湯船につかる前に簡単な泥を注ぎ落としたが、思ったより逃げ回った間に汚れたらしく、イーグルにまず風呂をすすめられたのも何だか頷けて、更に自分が情けなくなった。まだオセロット家にどう対応していいかもわからない内に、もう抗う術をもがれた気分だった。
もう全体的にかっこ悪い。



「湯加減はいかがでした?」

フェイさんがまだ外で待っていてくれて、また情けなくもほっとした。
ここで放り出されたら、惨めすぎて死んでしまいそうだ。

「あ、よかったです。あの…」
「何です?」
「本当に申し訳ないんですが、簡単な手当ての道具を貸してもらえませんか?」

転んだ時の傷は、湯がしみて気がついた…というよりは悶絶するほどヒドかった。
膝のあたりなんか、ズボンをはいていたのにずる剥けだった。
顎のあたりにもちっちゃい擦り傷があるし、肘は膿んでぐじゅぐじゅだ。
正直服を貸してもらえたのはありがたかった。

「ああ、申し訳ありません。
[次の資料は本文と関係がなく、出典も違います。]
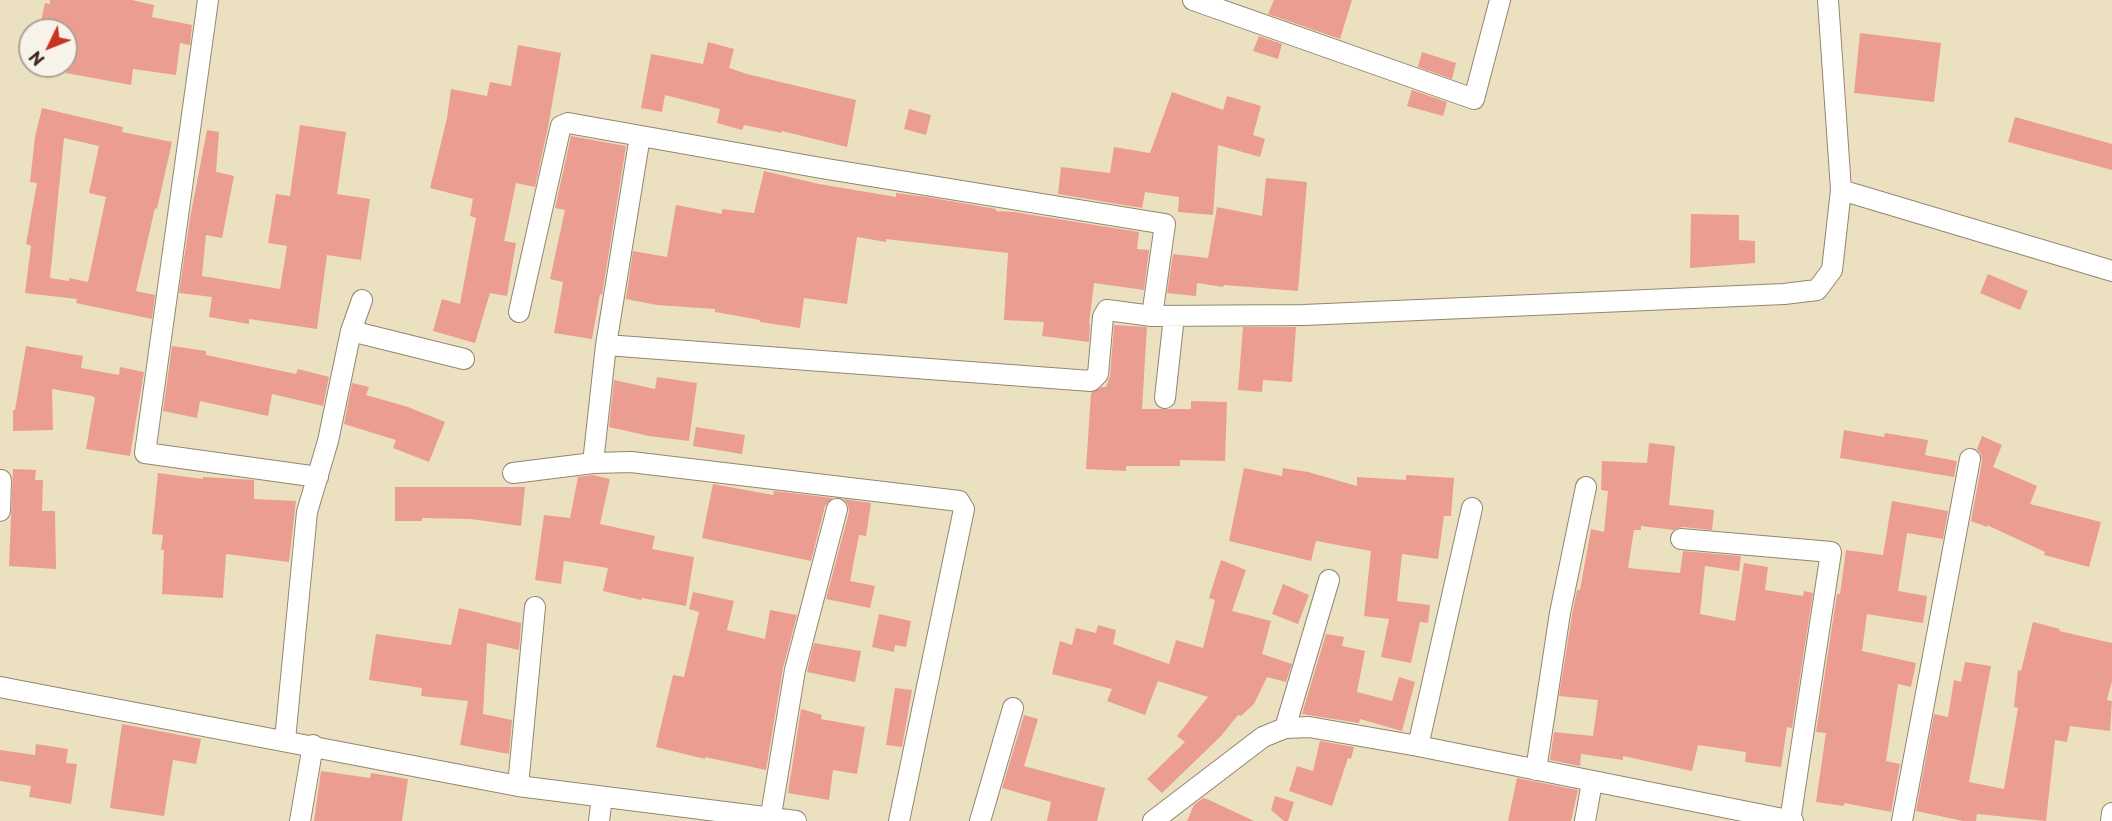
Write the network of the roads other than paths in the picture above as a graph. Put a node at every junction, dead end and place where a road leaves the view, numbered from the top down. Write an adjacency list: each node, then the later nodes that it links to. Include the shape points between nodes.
1 (208, 0): 19 (street, via 145,453)
2 (1193, 0): 3 (street, via 1474,99)
3 (1500, 0)
4 (1828, 0): 6 (street)
5 (640, 136): 9 (street, via 568,123 561,126); 10 (street, via 1165,224); 13 (street)
6 (1841, 190): 7 (street); 11 (street, via 1832,270 1817,290 1328,314)
7 (2112, 271)
8 (362, 300): 12 (street)
9 (519, 312)
10 (1152, 316): 11 (street); 13 (street, via 1107,310 1104,313 1098,374 1091,381)
11 (1173, 316): 15 (street)
12 (351, 331): 14 (street); 19 (street)
13 (606, 345): 17 (street)
14 (464, 359)
15 (1165, 398)
16 (1970, 459): 49 (street)
17 (593, 463): 18 (street); 44 (street, via 631,462 959,501 964,508)
18 (513, 473)
19 (318, 477): 31 (street, via 307,512)
20 (1, 480): 24 (street)
21 (1586, 487): 34 (street, via 1560,613)
22 (1472, 508): 33 (street)
23 (837, 509): 40 (street, via 795,670)
24 (0, 511)
25 (1681, 539): 48 (street, via 1831,552)
26 (1329, 580): 30 (street)
27 (535, 607): 36 (street)
28 (0, 687): 31 (street)
29 (1013, 708): 45 (street)
30 (1285, 728): 33 (street, via 1309,726); 46 (street, via 1263,737)
31 (285, 740): 32 (street)
32 (313, 745): 36 (street); 41 (street)
33 (1418, 746): 34 (street)
34 (1536, 770): 35 (street)
35 (1592, 782): 39 (street); 47 (street)
36 (518, 786): 37 (street)
37 (602, 796): 40 (street); 42 (street)
38 (2112, 813): 50 (street)
39 (1733, 815): 48 (street)
40 (770, 819): 43 (street)
41 (300, 821)
42 (600, 821)
43 (796, 821)
44 (900, 821)
45 (980, 821)
46 (1153, 821)
47 (1585, 821)
48 (1792, 821)
49 (1902, 821)
50 (2111, 821)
すぐに手当てさせますので、こちらの部屋でお待ちいただけますか?」

自分ですると言う間もなく、ある一室に放り込まれた。
さっきいた部屋よりは小さな部屋で(とは言え、三部屋ぐらい続き間があったが)、装飾もどことなく雰囲気が違っていて、調度品からすれば客間のようだった。
それも結構なVIPの。

コンコン

しばらくしてノックの音がした時、フェイさんが戻ってきたのだとばかり思っていた俺は、戸口を見ずに入室を許可した。

それが間違いだとは思いもよらず…

カチャリとノブが回る音がして、部屋に入ってくる気配がした。
束の間の客室に呆けていた俺は、その時ある一点で視線を止めていた。
後ろの人物に構わず、じっくりとそれを見つめた。

絵だ。
油彩か、あるいはアクリルか。
ここからでは判断がつかないが、その淡い色使いが妙に印象深い人物画だった。
優しげな目元の、まだ幾分若い女性の肖像画。
何故か心惹かれて、食い入るように見つめていた。
家族だろうか。
親しげな雰囲気がそう思わせた。

絵に集中し過ぎていたせいで、部屋に入ってきた人物が背後に立ったのにも気付かなかった。


「やはり見違えるな」

俺のそう長くない毛がすっと先だけ梳かれて、絡めとられた。
俺の肩が思わずびくっとなる。

「なっ…!」

瞬時に振り向くと、そこにいたのはイーザさんではなくイーグルだった。
その碧眼を睨み付けるようにして後ずさった。
だが、すぐに腕を掴まれてそれも叶わなかった。
イーグルがまじまじと俺を上から下まで観察する。
さっきもそうだったけど、こいつは本当に整った顔をしてるから、ただ見られているだけで居たたまれない気持ちにさせる。
俺はたまらず顔を逸らした。

「ちゃんと見せて」

またそれも叶わずぐいと顎をつかまれて戻される。
痛くはないけど恥ずかしい。

「な、なんだよ」

だから顔が近いんだって。

「それって地声?」
「は?」

確かに俺の声は、すごく高いわけではないが普通の男の人よりかは高い。
ボーイソプラノっていうのかな。

「睫とかもつけてるわけじゃないよな」
「わっ、触んな!」

俺の抵抗も虚しく、奴はちょいちょい顔を触ってきた。

「腕も細いし、腰も…」

言って、俺の腰に手を回し、引き寄せる。

「ほら、細い」

だから触んなって
近すぎるだろ!

「顔だって…小さい」

くいっと顎に手をかけて持ち上げられると、ばっちりと目が合った。

どわぁ〜っ!!なんだよこの体勢はっ!!

「なっにすんだ!離せよっ!」

振り解こうともがくが、ビクともしない。

「しかも非力だしなぁ」



確信犯か!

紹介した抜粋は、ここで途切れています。